Essential to our salvation?

Pentecost was a life-changing day. All the people mentioned above were involved and caught up in it. What almighty God did on that day affected the way they thought, spoke, felt and lived, for ever. But how are the events of Pentecost essential to our salvation? The whole work of Jesus was geared towards this climactic event of the giving of the Holy Spirit. Jesus, having made full payment for the sins of the people the Father has given Him, was raised from the dead, triumphing over death. Then He ascended to the Father’s right hand, receiving authority to pour out the Holy Spirit upon all His people.

The pouring out of the Spirit is a greatly anticipated event throughout the whole Bible. On one occasion, while Israel were in the wilderness, Joshua was upset for Moses’ sake because two other men were prophesying in the camp. ‘My lord Moses, stop them’, he asked. But Moses was indignant: ‘Are you jealous for my sake? Would that all the LORD’s people were prophets, that the LORD would put his Spirit on them!’ (Num. 11:28-29). At Pentecost, Moses’ longing is being answered. The Spirit now comes upon the church – not just upon Israel, but men and women of every nation. The presence of the tongues was to demonstrate the reversal of the judgement of Babel. Whereas once God had scattered people into nations and languages, now He is drawing His people together. ‘Everyone who calls on the name of the Lord will be saved’ (Acts 2:21).

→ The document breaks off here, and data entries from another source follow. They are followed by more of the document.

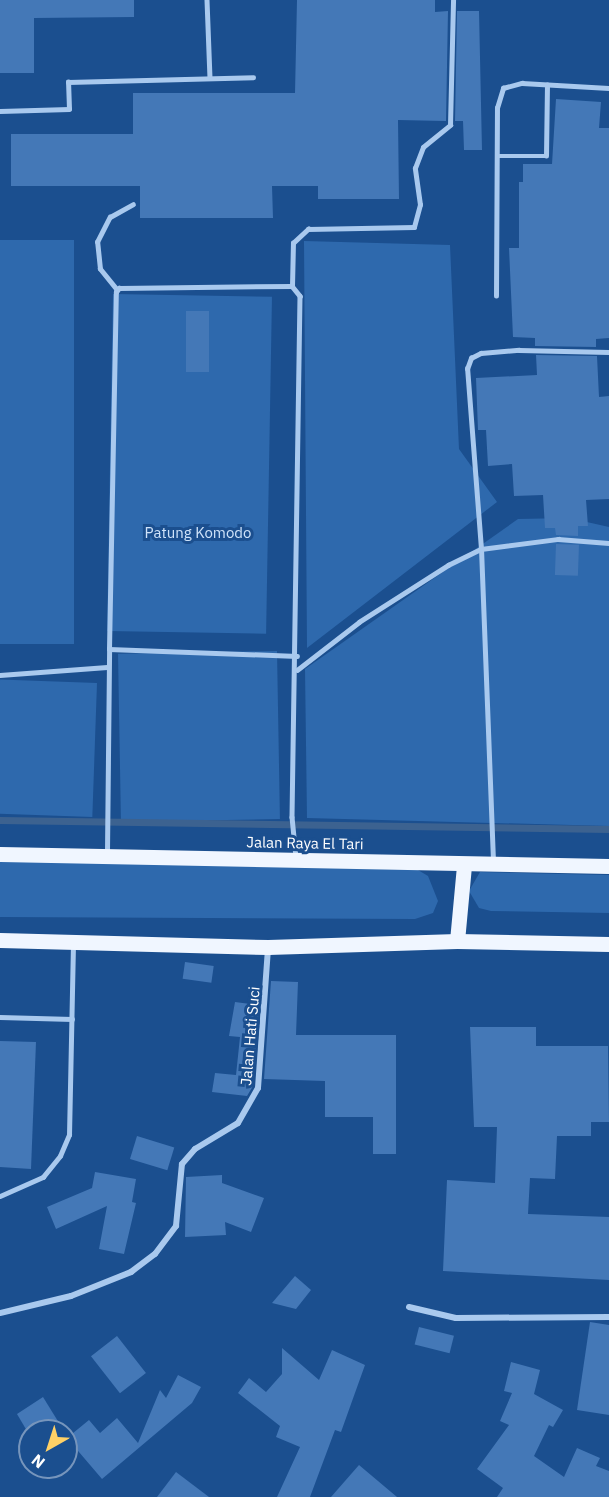 <!DOCTYPE html>
<style>
body{margin:0}
#map{position:relative;width:609px;height:1497px;overflow:hidden;background:#1b4f8f;font-family:"IBM Plex Sans",sans-serif}
div>[style]{position:absolute}
[style*='--x']{left:calc(var(--x)*1px);top:calc(var(--y)*1px);width:calc(var(--w)*1px);rotate:calc(var(--a)*1deg)}
.green>*{inset:0;background:#2e69ad;transform-origin:0 0}
.stream>*{height:7px;margin:-3.5px;padding:0 3.5px;transform-origin:3.5px;border-radius:3.5px;background:#3c6290}
.building>*{inset:0;background:#4478b7;transform-origin:0 0}
.lane>*{height:4.5px;margin:-2.25px;padding:0 2.25px;transform-origin:2.25px;border-radius:2.25px;background:#a9c9ee}
.street>*{height:6px;margin:-3px;padding:0 3px;transform-origin:3px;border-radius:3px;background:#a9c9ee}
.primary>*{height:15px;margin:-7.5px;padding:0 7.5px;transform-origin:7.5px;border-radius:7.5px;background:#f0f6ff}
span{translate:-50% -50%;white-space:nowrap;text-align:center;line-height:1.15;-webkit-text-stroke:6px #1b4f8f;paint-order:stroke}
.park-label{font-size:15px;color:#cfe3fa}
.street-label{font-size:15px;color:#fff}
.north{position:absolute;left:18px;top:1419px;width:60px;height:60px;box-sizing:border-box;background:#1b4f8f;border:2px solid #7695bc;border-radius:50%;rotate:219deg;font-size:16px;font-weight:700;line-height:24px;text-align:center;color:#fff}
.north::after{content:'';display:block;margin:auto;width:21px;height:27px;background:#ffd166;clip-path:polygon(50% 0,100% 100%,50% 72%,0 100%)}
</style>
<div id="map">
<div class="green">
<i style="left:0;top:240px;width:74px;height:404px"></i>
<i style="clip-path:polygon(304px 241px,450px 245px,459px 449px,497px 502px,307px 648px)"></i>
<i style="left:113px;top:294px;width:159px;height:337px;rotate:1deg"></i>
<i style="clip-path:polygon(569px 518px,609px 527px,609px 826px,307px 818px,305px 669px,518px 519px)"></i>
<i style="left:277px;top:651px;width:168px;height:159px;rotate:89deg"></i>
<i style="left:97px;top:683px;width:134px;height:97px;rotate:92deg"></i>
<i style="clip-path:polygon(0 860px,418px 870px,428px 876px,438px 901px,433px 913px,415px 919px,0 917px)"></i>
<i style="clip-path:polygon(480px 872px,609px 875px,609px 913px,491px 911px,479px 908px,469px 891px)"></i>
</div>
<div class="stream">
<i style="--x:0;--y:820;--w:609;--a:0.85"></i>
</div>
<div class="building">
<i style="clip-path:polygon(0 0,134px 0,134px 17px,34px 18px,34px 73px,0 73px)"></i>
<i style="clip-path:polygon(297px 0,435px 0,435px 12px,448px 11px,446px 121px,398px 120px,399px 199px,318px 199px,318px 186px,272px 186px,273px 218px,140px 218px,140px 186px,11px 186px,11px 134px,133px 134px,133px 93px,295px 93px)"></i>
<i style="clip-path:polygon(457px 11px,479px 11px,482px 150px,464px 150px,463px 121px,455px 121px)"></i>
<i style="clip-path:polygon(556px 99px,601px 102px,599px 128px,609px 128px,609px 338px,596px 339px,596px 347px,535px 346px,535px 338px,513px 337px,509px 248px,519px 248px,519px 182px,523px 182px,523px 164px,552px 164px)"></i>
<i style="left:186px;top:311px;width:23px;height:61px"></i>
<i style="clip-path:polygon(536px 355px,597px 356px,599px 397px,609px 396px,609px 499px,586px 500px,588px 526px,578px 526px,578px 536px,556px 535px,555px 528px,545px 528px,543px 495px,514px 496px,512px 464px,488px 466px,486px 430px,478px 430px,476px 378px,537px 375px)"></i>
<i style="left:556px;top:544px;width:23px;height:31px;rotate:2deg"></i>
<i style="left:185px;top:962px;width:29px;height:17px;rotate:8deg"></i>
<i style="clip-path:polygon(271px 981px,298px 982px,296px 1035px,396px 1035px,396px 1154px,373px 1154px,373px 1117px,325px 1117px,325px 1081px,264px 1079px)"></i>
<i style="clip-path:polygon(235px 1002px,259px 1005px,253px 1086px,247px 1096px,212px 1092px,215px 1073px,236px 1075px,240px 1037px,229px 1036px)"></i>
<i style="clip-path:polygon(470px 1027px,536px 1027px,536px 1046px,608px 1046px,609px 1122px,591px 1122px,591px 1136px,557px 1136px,555px 1179px,530px 1178px,528px 1214px,609px 1217px,609px 1280px,443px 1271px,447px 1180px,495px 1183px,497px 1127px,474px 1127px)"></i>
<i style="clip-path:polygon(0 1041px,36px 1042px,31px 1169px,0 1167px)"></i>
<i style="left:137px;top:1136px;width:39px;height:24px;rotate:17deg"></i>
<i style="clip-path:polygon(95px 1172px,136px 1179px,132px 1202px,136px 1203px,124px 1254px,99px 1249px,107px 1206px,56px 1229px,47px 1207px,92px 1188px)"></i>
<i style="clip-path:polygon(222px 1175px,222px 1183px,264px 1198px,251px 1232px,225px 1222px,226px 1235px,185px 1237px,186px 1177px)"></i>
<i style="clip-path:polygon(295px 1276px,311px 1290px,296px 1309px,272px 1303px)"></i>
<i style="clip-path:polygon(590px 1322px,609px 1325px,609px 1415px,577px 1410px)"></i>
<i style="left:419px;top:1327px;width:36px;height:18px;rotate:14deg"></i>
<i style="left:117px;top:1336px;width:47px;height:33px;rotate:52deg"></i>
<i style="clip-path:polygon(282px 1348px,319px 1380px,332px 1350px,365px 1365px,341px 1432px,335px 1430px,310px 1497px,277px 1497px,300px 1447px,276px 1437px,280px 1426px,238px 1393px,249px 1378px,266px 1392px,282px 1374px)"></i>
<i style="clip-path:polygon(511px 1362px,540px 1370px,534px 1394px,563px 1410px,553px 1427px,549px 1425px,534px 1456px,564px 1477px,577px 1448px,600px 1458px,596px 1466px,609px 1471px,609px 1497px,497px 1497px,503px 1488px,477px 1469px,509px 1425px,500px 1421px,512px 1393px,504px 1391px)"></i>
<i style="clip-path:polygon(178px 1375px,201px 1387px,192px 1403px,102px 1479px,67px 1438px,89px 1420px,100px 1433px,117px 1418px,138px 1443px,160px 1390px,166px 1398px)"></i>
<i style="clip-path:polygon(43px 1397px,64px 1431px,27px 1431px,17px 1414px)"></i>
<i style="clip-path:polygon(359px 1465px,397px 1497px,331px 1497px)"></i>
<i style="clip-path:polygon(176px 1472px,209px 1497px,157px 1497px)"></i>
</div>
<div class="lane">
<i style="--x:207;--y:0;--w:78;--a:87.8"></i>
<i style="--x:0;--y:111;--w:69;--a:-1.7"></i>
<i style="--x:69;--y:109;--w:27;--a:-92"></i>
<i style="--x:68;--y:82;--w:185;--a:-1.5"></i>
<i style="--x:497;--y:156;--w:49;--a:0"></i>
<i style="--x:546;--y:156;--w:71;--a:-89.2"></i>
<i style="--x:292;--y:286;--w:43;--a:-88.7"></i>
<i style="--x:293;--y:243;--w:21;--a:-43"></i>
<i style="--x:308;--y:229;--w:106;--a:-1.1"></i>
<i style="--x:414;--y:227;--w:23;--a:-75"></i>
<i style="--x:420;--y:205;--w:37;--a:-98"></i>
<i style="--x:415;--y:168;--w:22;--a:-69"></i>
<i style="--x:423;--y:147;--w:35;--a:-39"></i>
<i style="--x:450;--y:125;--w:125;--a:-88.6"></i>
<i style="--x:117;--y:290;--w:27;--a:-129"></i>
<i style="--x:100;--y:269;--w:27;--a:-96"></i>
<i style="--x:97;--y:242;--w:28;--a:-63"></i>
<i style="--x:110;--y:217;--w:26;--a:-29"></i>
<i style="--x:496;--y:296;--w:188;--a:-89.7"></i>
<i style="--x:497;--y:108;--w:21;--a:-73"></i>
<i style="--x:503;--y:88;--w:20;--a:-15"></i>
<i style="--x:522;--y:83;--w:87;--a:3.3"></i>
<i style="--x:109;--y:649;--w:357;--a:-88.9"></i>
<i style="--x:116;--y:292;--w:5;--a:-53"></i>
<i style="--x:119;--y:288;--w:173;--a:-0.7"></i>
<i style="--x:292;--y:286;--w:13;--a:51"></i>
<i style="--x:300;--y:296;--w:521;--a:90.88"></i>
<i style="--x:292;--y:817;--w:40;--a:84.3"></i>
<i style="--x:297;--y:670;--w:78;--a:-37.7"></i>
<i style="--x:359;--y:622;--w:106;--a:-32.6"></i>
<i style="--x:448;--y:565;--w:37;--a:-26"></i>
<i style="--x:481;--y:549;--w:78;--a:-7.4"></i>
<i style="--x:558;--y:539;--w:51;--a:4.5"></i>
<i style="--x:0;--y:675;--w:107;--a:-4.3"></i>
<i style="--x:107;--y:852;--w:203;--a:-89.4"></i>
<i style="--x:109;--y:649;--w:188;--a:2.1"></i>
<i style="--x:493;--y:861;--w:312;--a:-92.2"></i>
<i style="--x:481;--y:549;--w:181;--a:-94.4"></i>
<i style="--x:467;--y:369;--w:12;--a:-70"></i>
<i style="--x:471;--y:358;--w:11;--a:-27"></i>
<i style="--x:481;--y:353;--w:38;--a:-5"></i>
<i style="--x:519;--y:350;--w:90;--a:1.3"></i>
<i style="--x:0;--y:1017;--w:72;--a:1.6"></i>
<i style="--x:0;--y:1196;--w:47;--a:-23.8"></i>
<i style="--x:43;--y:1177;--w:27;--a:-51"></i>
<i style="--x:60;--y:1156;--w:23;--a:-67"></i>
<i style="--x:69;--y:1135;--w:191;--a:-88.8"></i>
</div>
<div class="street">
<i style="--x:409;--y:1307;--w:48;--a:13.2"></i>
<i style="--x:456;--y:1318;--w:153;--a:-0.4"></i>
<i style="--x:0;--y:1313;--w:73;--a:-13.5"></i>
<i style="--x:71;--y:1296;--w:65;--a:-21.8"></i>
<i style="--x:131;--y:1272;--w:30;--a:-37"></i>
<i style="--x:155;--y:1254;--w:35;--a:-53"></i>
<i style="--x:176;--y:1226;--w:62;--a:-84.5"></i>
<i style="--x:182;--y:1164;--w:20;--a:-49"></i>
<i style="--x:195;--y:1149;--w:50;--a:-31.2"></i>
<i style="--x:238;--y:1123;--w:40;--a:-60.3"></i>
<i style="--x:258;--y:1088;--w:139;--a:-85.9"></i>
</div>
<div class="primary">
<i style="--x:0;--y:854;--w:609;--a:1.13"></i>
<i style="--x:0;--y:940;--w:268;--a:1.5"></i>
<i style="--x:268;--y:947;--w:189;--a:-1.8"></i>
<i style="--x:457;--y:941;--w:152;--a:1.1"></i>
<i style="--x:457;--y:941;--w:75;--a:-84.7"></i>
</div>
<div class="park-label">
<span style="left:198px;top:533px">Patung Komodo</span>
</div>
<div class="street-label">
<span style="left:305px;top:843px;rotate:1deg">Jalan Raya El Tari</span>
<span style="left:250px;top:1036px;rotate:-85deg">Jalan Hati Suci</span>
</div>
<div class="north">N</div>
</div>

Of course what happened in the birth of Jesus, and what happened in His death and resurrection, are tremendously important. But it is possible to think of them only as experiences that Jesus had as a private individual. There is a wrong way of thinking about them which detaches the real, living Jesus from us. We might just as well remember the birth and death of Sir Winston Churchill. That is not the way it should be. God’s people do not simply look at Jesus’ life and death from a distance. We are caught up in Christ as participants. When we look at Pentecost, we see that the great ‘Immanuel’ principle of the Bible – ‘God with us’ – is not something hypothetical; it is a living, breathing reality. For without the coming of the Spirit there would be no salvation, no faith, no worship, no prayer, no assurance, no worldwide church. Because of Pentecost the gospel comes to us, ‘not only in word, but also in power and in the Holy Spirit and with full conviction’ (1 Thess. 1:5), and ‘righteousness and peace and joy in the Holy Spirit’ are our present possession (Rom. 14:17).

So, for all these reasons, remember Pentecost – but you don’t have to mark it on 27 May. Think about it every day if you can.

Paul Yeulett is the pastor of Shrewsbury Evangelical Church.